This Southwest Chicken Salad is one that is a crowd pleaser with so many contrasting textures and flavors.
- 8 cups chopped hearts of romaine
- 8 slices bacon
- 1 (15 ounce) corn kernels
- 1 (15 ounce) can black beans
- 2 cooked skinless chicken breasts, cut into cubes
- 10 ounces grape tomatoes, sliced in half
- 1 red bell pepper, diced
- 1 avocado, sliced
- salt and pepper
For the Balsamic Dressing
- 6 tablespoons extra virgin olive oil
- 3 tablespoons balsamic vinegar
- 1 tablespoon dijon mustard
- 1 tablespoon maple syrup (or honey)
- 1/4 teaspoon minced garlic
- In a large skillet, cook the bacon until it’s crisp on both sides. Remove and allow to cool on a towel-lined plate.

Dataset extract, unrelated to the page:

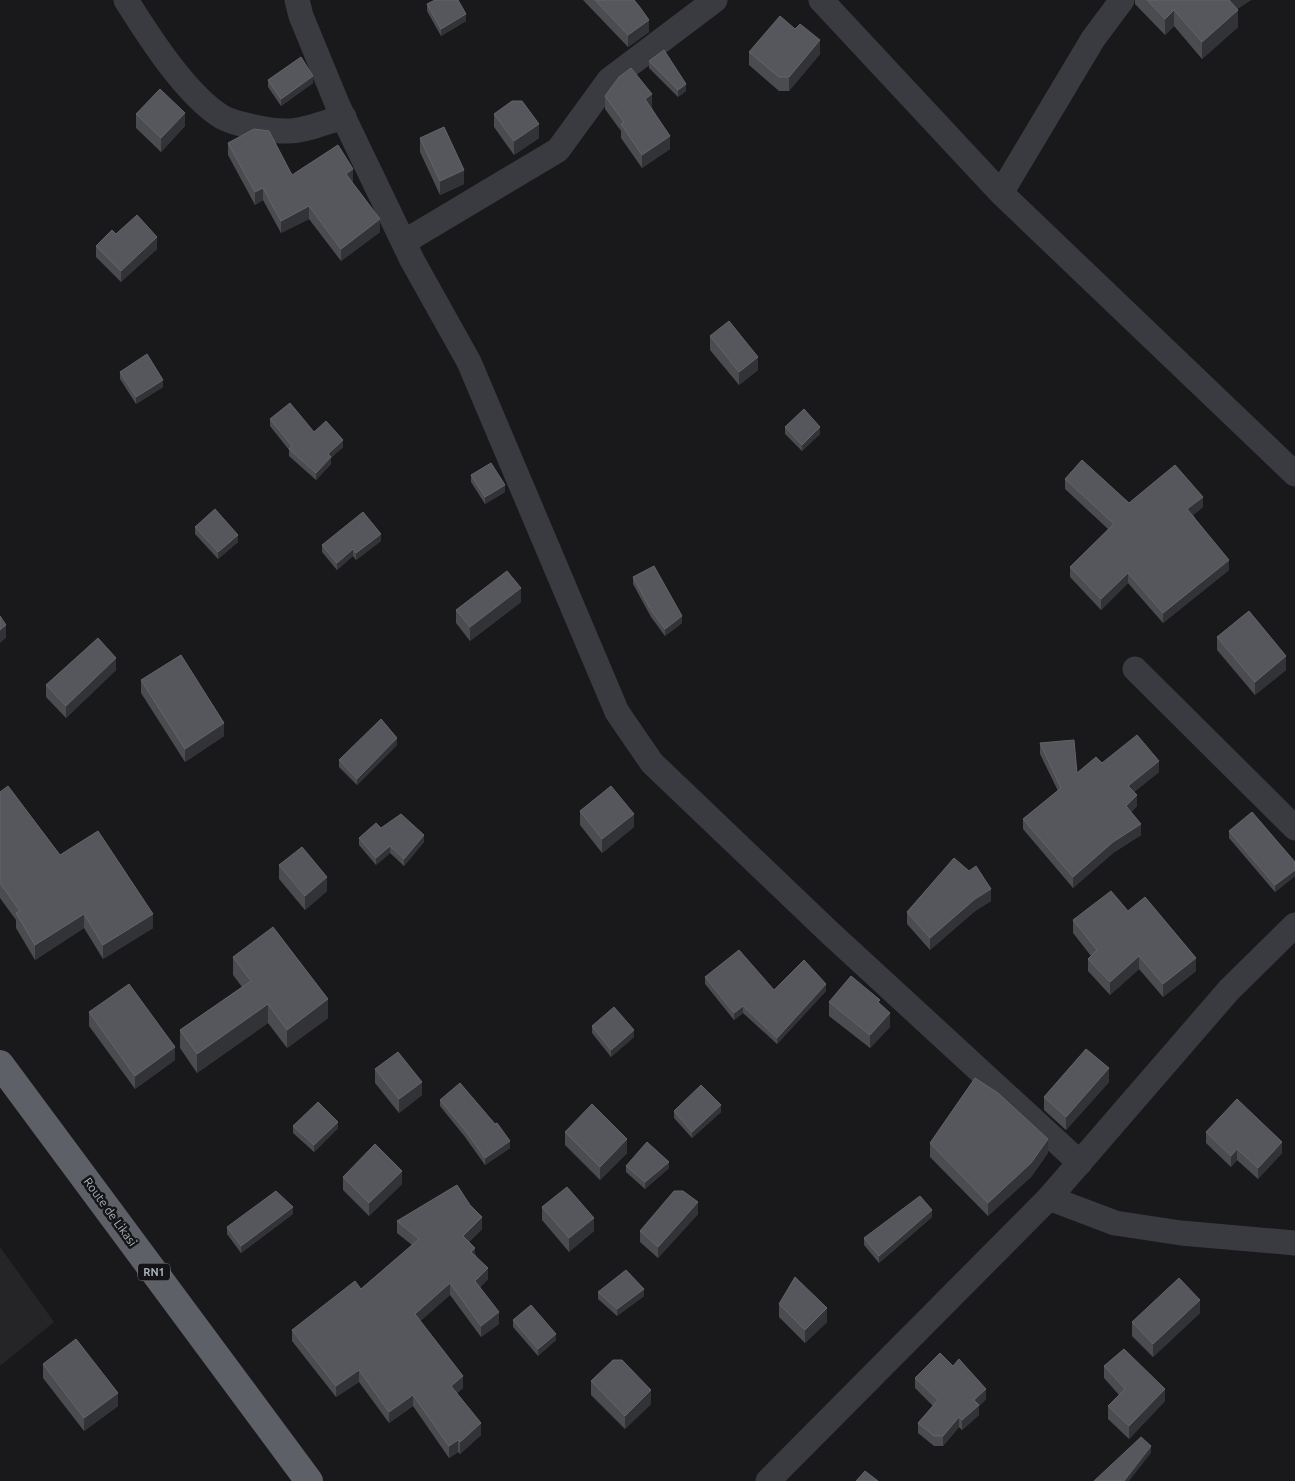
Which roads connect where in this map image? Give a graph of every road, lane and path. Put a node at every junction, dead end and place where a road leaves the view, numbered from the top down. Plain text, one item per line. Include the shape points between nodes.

- In the same skillet, remove all but 2 tablespoons of the bacon grease. Add the corn, sprinkle with salt and pepper, and sauté for 2 minutes. Remove from pan and set aside.
- Add the black beans to the same skillet, sprinkle with salt and pepper, and sauté for 2 minutes. Remove from pan and set aside.
- Roughly chop the cooled bacon.
- Add the chopped romaine and the rest of the salad ingredients to a large bowl*. Sprinkle with salt and pepper.
- Mix the dressing: add the olive oil, balsamic vinegar, dijon mustard, maple syrup, and minced garlic to a container with a lid and shake until well-combined.
- Drizzle the salad ingredients with the dressing**and toss to evenly coat. Serve immediately.
*You can also create individual salad servings, but one big bowl is quicker and easier.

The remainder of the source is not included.